About this exercise: Transcribe all the data below exactly, leaving its pictures out.

Available data:
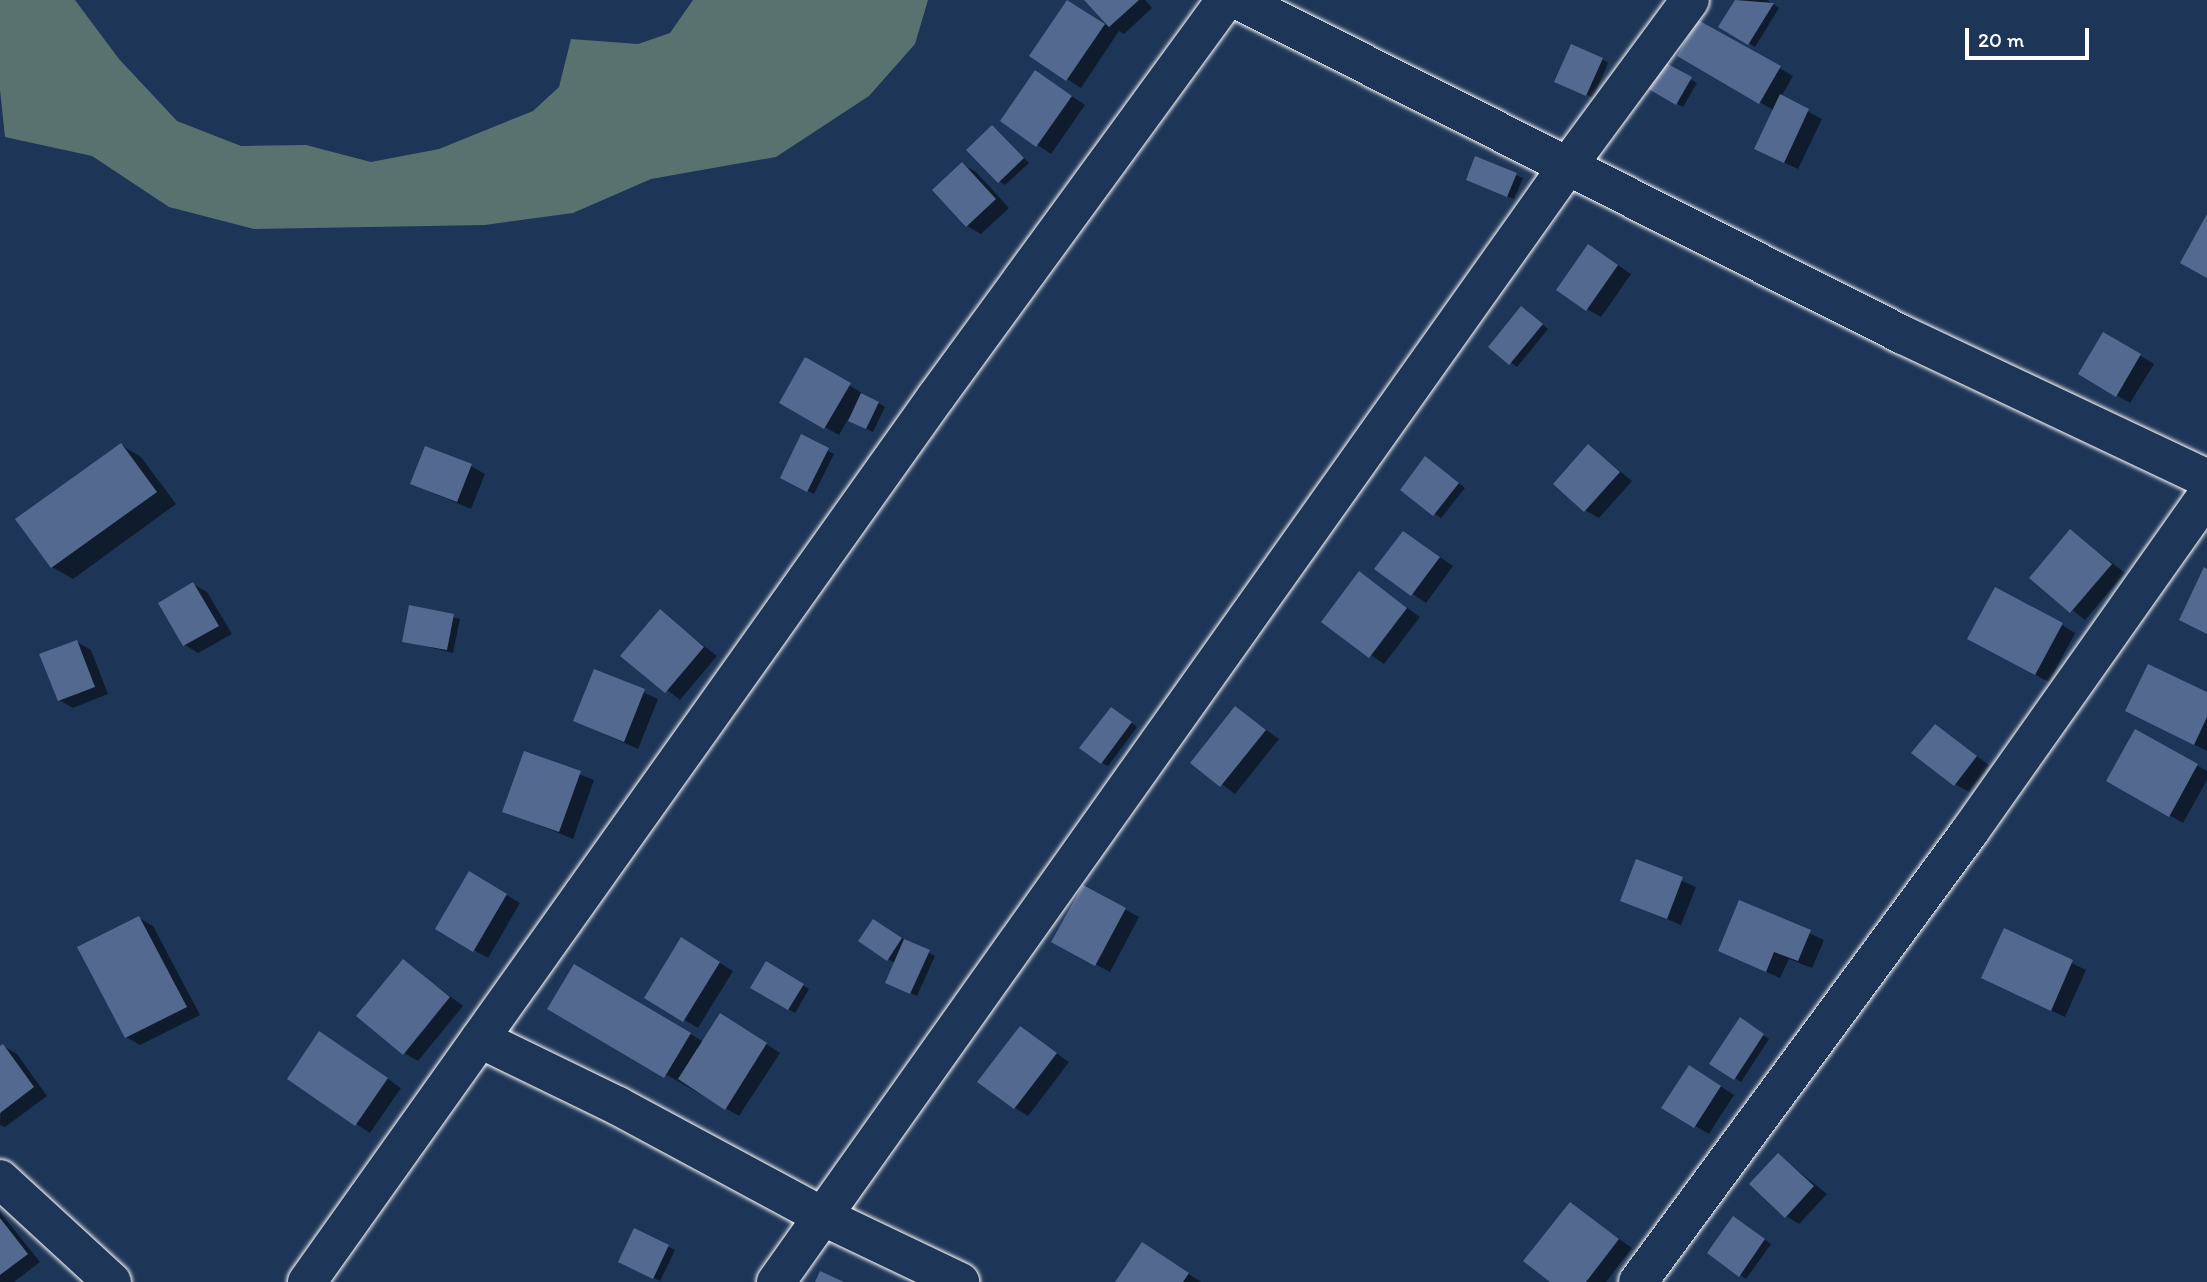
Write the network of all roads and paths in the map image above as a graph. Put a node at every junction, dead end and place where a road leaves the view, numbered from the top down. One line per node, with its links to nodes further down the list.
1 (1226, 0): 7 (street)
2 (1238, 0): 4 (street)
3 (1690, 0): 4 (street)
4 (1567, 167): 5 (street); 9 (street)
5 (2207, 480)
6 (2207, 495): 14 (street)
7 (480, 1039): 9 (street); 11 (street)
8 (0, 1179): 10 (street)
9 (824, 1217): 12 (street); 13 (street)
10 (112, 1282)
11 (307, 1282)
12 (776, 1282)
13 (960, 1282)
14 (1638, 1282)

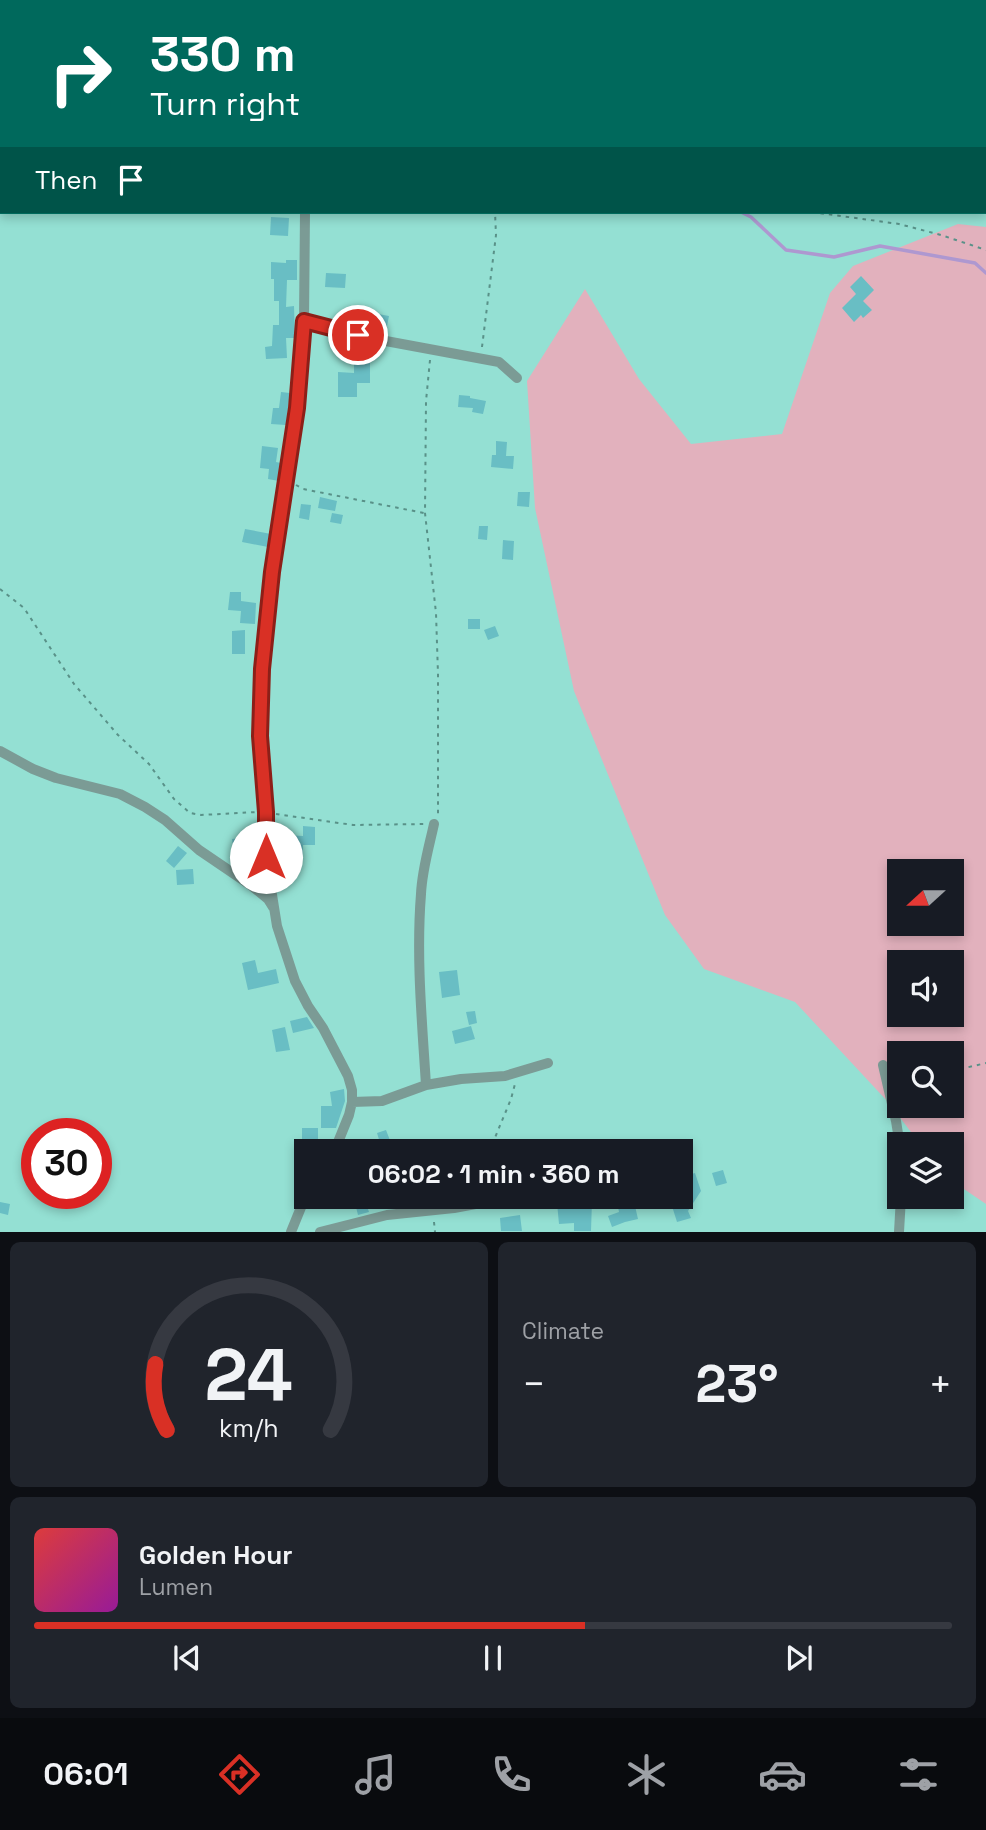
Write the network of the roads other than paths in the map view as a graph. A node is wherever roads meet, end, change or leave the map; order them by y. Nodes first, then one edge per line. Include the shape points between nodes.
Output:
1 (305, 214) edge
2 (304, 321) junction
3 (517, 378) dead end
4 (0, 751) edge
5 (434, 824) road end
6 (273, 908) junction
7 (548, 1063) dead end
8 (883, 1065) dead end
9 (426, 1084) junction
10 (352, 1102) junction
11 (898, 1132) edge
12 (339, 1139) edge
13 (300, 1209) edge
14 (444, 1209) edge
15 (901, 1209) edge
16 (291, 1231) edge
17 (320, 1231) edge
18 (900, 1231) edge

1 - 2 street
2 - 3 street via 499,362
2 - 6 street via 262,669 260,736
4 - 6 street via 56,778 120,794 145,807 252,886
5 - 9 street via 421,893 420,991
6 - 10 street via 295,981 348,1076
7 - 9 street via 505,1076
8 - 11 street
9 - 10 street via 382,1101
10 - 12 street
13 - 16 street
14 - 17 street via 387,1215
15 - 18 street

Response to the task:
Write the network of all roads and paths in the map image above as a graph. Put a node at every junction, dead end and place where a road leaves the view, numbered from the top down. One line per node, with its links to nodes further down the list.
1 (1226, 0): 7 (street)
2 (1238, 0): 4 (street)
3 (1690, 0): 4 (street)
4 (1567, 167): 5 (street); 9 (street)
5 (2207, 480)
6 (2207, 495): 14 (street)
7 (480, 1039): 9 (street); 11 (street)
8 (0, 1179): 10 (street)
9 (824, 1217): 12 (street); 13 (street)
10 (112, 1282)
11 (307, 1282)
12 (776, 1282)
13 (960, 1282)
14 (1638, 1282)

Write the network of the roads other than paths in the map view as a graph. A node is wherever roads meet, end, change or leave the map; order them by y. Nodes first, then one edge per line. Include the shape points between nodes.
Output:
1 (305, 214) edge
2 (304, 321) junction
3 (517, 378) dead end
4 (0, 751) edge
5 (434, 824) road end
6 (273, 908) junction
7 (548, 1063) dead end
8 (883, 1065) dead end
9 (426, 1084) junction
10 (352, 1102) junction
11 (898, 1132) edge
12 (339, 1139) edge
13 (300, 1209) edge
14 (444, 1209) edge
15 (901, 1209) edge
16 (291, 1231) edge
17 (320, 1231) edge
18 (900, 1231) edge

1 - 2 street
2 - 3 street via 499,362
2 - 6 street via 262,669 260,736
4 - 6 street via 56,778 120,794 145,807 252,886
5 - 9 street via 421,893 420,991
6 - 10 street via 295,981 348,1076
7 - 9 street via 505,1076
8 - 11 street
9 - 10 street via 382,1101
10 - 12 street
13 - 16 street
14 - 17 street via 387,1215
15 - 18 street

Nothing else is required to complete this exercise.